埼玉新聞

 

<上田知事退任>4期16年の上田県政、30日任期満了 職員や支援者らが花道、拍手で見送られ目に涙

  • 県職員から贈られた花束を掲げながら謝意を伝える上田清司氏=30日午後4時半ごろ、県庁本庁舎南玄関前

 上田清司知事(71)は30日、任期満了を迎え、4期16年の上田県政の幕が閉じた。上田氏は同日の退任記者会見で「県民の皆さまの支援や協力によって県政が大いに発展したことについてお礼を申し上げる。県民の力を結集することができた。新知事の下で県政がより発展することを祈念する」と述べた。自身の今後に関しては「(10月の参院補選は)当面考えない」としたが、「志を持って挑戦したい人に共鳴しやすい人間なので、そういう人の力になりたい。自分の蓄積を伝授、参考にしてもらいたいと思っている」と政治活動を継続する意向を示した。

■県の一層の発展を願う

 同日午前、上田氏は臨時庁議を開いた後、退任式で約300人の課長級以上の職員を前に「事実を知りどうするかを考えれば、県民目線で県民に近づくことができ、必要なことが分かってくる。(物事の)本質を思い出すと立派な仕事ができる」との言葉を贈り、県の一層の発展を願った。
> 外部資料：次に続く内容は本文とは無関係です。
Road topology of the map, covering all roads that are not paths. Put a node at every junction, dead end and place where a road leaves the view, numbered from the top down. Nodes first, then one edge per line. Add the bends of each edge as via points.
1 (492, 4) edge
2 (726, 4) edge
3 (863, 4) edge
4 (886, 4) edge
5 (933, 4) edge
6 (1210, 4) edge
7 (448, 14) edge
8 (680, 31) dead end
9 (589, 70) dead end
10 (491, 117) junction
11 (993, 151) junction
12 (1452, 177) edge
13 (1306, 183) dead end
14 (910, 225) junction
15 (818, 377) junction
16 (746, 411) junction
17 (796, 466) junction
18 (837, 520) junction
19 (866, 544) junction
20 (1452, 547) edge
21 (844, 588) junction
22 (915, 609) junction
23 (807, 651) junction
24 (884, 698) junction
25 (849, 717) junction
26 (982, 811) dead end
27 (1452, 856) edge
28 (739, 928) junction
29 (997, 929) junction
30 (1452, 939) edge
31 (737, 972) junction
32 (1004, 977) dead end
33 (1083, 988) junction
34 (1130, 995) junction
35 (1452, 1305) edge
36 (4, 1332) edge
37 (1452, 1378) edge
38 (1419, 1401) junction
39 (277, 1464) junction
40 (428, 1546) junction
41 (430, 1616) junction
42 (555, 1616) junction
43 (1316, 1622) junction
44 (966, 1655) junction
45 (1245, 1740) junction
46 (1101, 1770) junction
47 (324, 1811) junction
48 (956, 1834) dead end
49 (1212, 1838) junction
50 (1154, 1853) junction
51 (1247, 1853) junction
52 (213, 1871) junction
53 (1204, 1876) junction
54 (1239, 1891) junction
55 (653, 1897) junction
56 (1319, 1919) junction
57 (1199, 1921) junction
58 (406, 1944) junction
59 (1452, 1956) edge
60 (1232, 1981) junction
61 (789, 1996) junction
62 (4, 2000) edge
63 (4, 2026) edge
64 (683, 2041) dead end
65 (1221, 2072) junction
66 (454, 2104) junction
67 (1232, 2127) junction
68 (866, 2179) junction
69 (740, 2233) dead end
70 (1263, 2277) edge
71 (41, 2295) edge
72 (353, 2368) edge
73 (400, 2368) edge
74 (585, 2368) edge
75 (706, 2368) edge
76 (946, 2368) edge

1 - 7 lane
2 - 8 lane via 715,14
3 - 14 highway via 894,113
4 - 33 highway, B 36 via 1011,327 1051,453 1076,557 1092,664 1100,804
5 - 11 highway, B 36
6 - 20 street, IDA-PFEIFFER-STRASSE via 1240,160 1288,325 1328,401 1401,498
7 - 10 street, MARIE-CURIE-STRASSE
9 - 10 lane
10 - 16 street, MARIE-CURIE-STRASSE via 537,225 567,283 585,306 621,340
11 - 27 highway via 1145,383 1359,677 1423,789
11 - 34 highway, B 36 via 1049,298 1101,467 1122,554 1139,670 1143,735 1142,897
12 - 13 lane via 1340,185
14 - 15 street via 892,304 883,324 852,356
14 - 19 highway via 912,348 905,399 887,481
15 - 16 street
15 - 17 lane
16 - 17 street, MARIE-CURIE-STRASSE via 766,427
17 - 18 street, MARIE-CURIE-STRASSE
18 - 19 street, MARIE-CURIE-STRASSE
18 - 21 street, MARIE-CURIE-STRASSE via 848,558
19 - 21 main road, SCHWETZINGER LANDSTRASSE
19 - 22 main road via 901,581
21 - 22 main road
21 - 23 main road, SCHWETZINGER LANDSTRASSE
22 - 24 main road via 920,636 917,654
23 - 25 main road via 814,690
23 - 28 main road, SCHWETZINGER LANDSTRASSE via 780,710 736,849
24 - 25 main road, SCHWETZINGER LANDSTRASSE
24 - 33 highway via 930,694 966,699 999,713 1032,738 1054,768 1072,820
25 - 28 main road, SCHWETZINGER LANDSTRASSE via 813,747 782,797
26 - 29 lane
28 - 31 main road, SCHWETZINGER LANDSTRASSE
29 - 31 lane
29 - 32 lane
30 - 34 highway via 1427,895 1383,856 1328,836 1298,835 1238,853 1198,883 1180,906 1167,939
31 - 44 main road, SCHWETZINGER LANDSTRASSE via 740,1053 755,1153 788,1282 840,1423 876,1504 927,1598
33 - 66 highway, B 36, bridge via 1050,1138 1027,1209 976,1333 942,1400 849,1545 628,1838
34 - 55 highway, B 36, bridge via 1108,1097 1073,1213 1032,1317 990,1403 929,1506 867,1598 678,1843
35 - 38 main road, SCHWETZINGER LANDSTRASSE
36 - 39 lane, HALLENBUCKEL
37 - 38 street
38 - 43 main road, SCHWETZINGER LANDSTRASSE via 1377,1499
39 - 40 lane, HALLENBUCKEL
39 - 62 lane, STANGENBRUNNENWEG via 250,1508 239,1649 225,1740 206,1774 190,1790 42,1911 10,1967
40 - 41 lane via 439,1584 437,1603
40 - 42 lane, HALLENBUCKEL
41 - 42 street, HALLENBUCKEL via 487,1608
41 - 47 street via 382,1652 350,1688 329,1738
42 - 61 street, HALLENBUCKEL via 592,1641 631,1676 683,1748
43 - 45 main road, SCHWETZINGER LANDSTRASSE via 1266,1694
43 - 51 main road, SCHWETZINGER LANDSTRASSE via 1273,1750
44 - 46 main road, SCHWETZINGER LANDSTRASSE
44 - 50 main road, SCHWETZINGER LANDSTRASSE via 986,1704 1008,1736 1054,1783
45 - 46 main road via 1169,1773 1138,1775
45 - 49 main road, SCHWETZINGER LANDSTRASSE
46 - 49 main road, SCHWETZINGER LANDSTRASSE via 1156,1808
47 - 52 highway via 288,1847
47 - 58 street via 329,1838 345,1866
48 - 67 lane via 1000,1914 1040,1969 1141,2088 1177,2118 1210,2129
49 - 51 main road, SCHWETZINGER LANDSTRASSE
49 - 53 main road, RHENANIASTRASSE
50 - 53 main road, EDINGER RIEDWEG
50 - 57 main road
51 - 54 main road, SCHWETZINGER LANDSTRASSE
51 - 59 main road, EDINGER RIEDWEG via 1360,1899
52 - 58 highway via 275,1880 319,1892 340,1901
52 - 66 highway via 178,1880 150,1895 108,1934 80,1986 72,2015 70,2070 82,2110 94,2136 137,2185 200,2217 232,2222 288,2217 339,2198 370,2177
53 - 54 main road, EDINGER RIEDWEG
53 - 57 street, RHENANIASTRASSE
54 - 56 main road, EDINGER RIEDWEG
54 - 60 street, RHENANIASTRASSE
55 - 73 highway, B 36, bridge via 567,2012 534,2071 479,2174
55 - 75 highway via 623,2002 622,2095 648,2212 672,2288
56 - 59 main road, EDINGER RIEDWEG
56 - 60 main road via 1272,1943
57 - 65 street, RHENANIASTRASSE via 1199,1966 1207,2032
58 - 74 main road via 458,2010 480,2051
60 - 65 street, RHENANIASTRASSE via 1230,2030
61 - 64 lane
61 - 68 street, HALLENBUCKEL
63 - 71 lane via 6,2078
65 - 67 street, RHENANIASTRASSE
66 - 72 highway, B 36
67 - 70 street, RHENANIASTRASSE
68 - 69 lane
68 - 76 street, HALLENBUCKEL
 県議会各会派の控室も回り、退任のあいさつ。県民会議や民主フォーラムの控室では各県議が上田氏をねぎらい、花束贈呈や記念写真を撮影するなど和やかな雰囲気に包まれたが、県議会で対立していた自民の控室には誰も姿を見せなかった。

 上田氏は事務職員に「退任御挨拶」と文字が入った名刺を渡し、自民控室を退出。正副議長室を訪れた際、新井豪副議長(自民)は「うちのグループが最後まで大人げない対応で申しわけない」と述べた。

 午後に開いた退任記者会見で、4期16年の上田県政を一言で表現すると問われると、県庁職員の「マインドの変革」を挙げ、「県民目線とか、県民本位とか当たり前だが、(以前は)できていない。本当に県民に向かってマインドを出しているかどうかについては、大きく変えたと思っている」と強調した。

 31日に新知事に就任する大野元裕氏(55)との事務の引き継ぎも行った。引き継ぎ後、大野氏は「県政を安定的に、埼玉県に出てきた問題を着実に克服してこられた知事なので、敬意とともに感謝を申し上げたい」と語った。

 県庁本庁舎南玄関前には約600人の職員や支援者らが長い花道をつくった。拍手で見送られ、県庁を後にする上田氏の目にはうっすらと涙が浮かんでいた。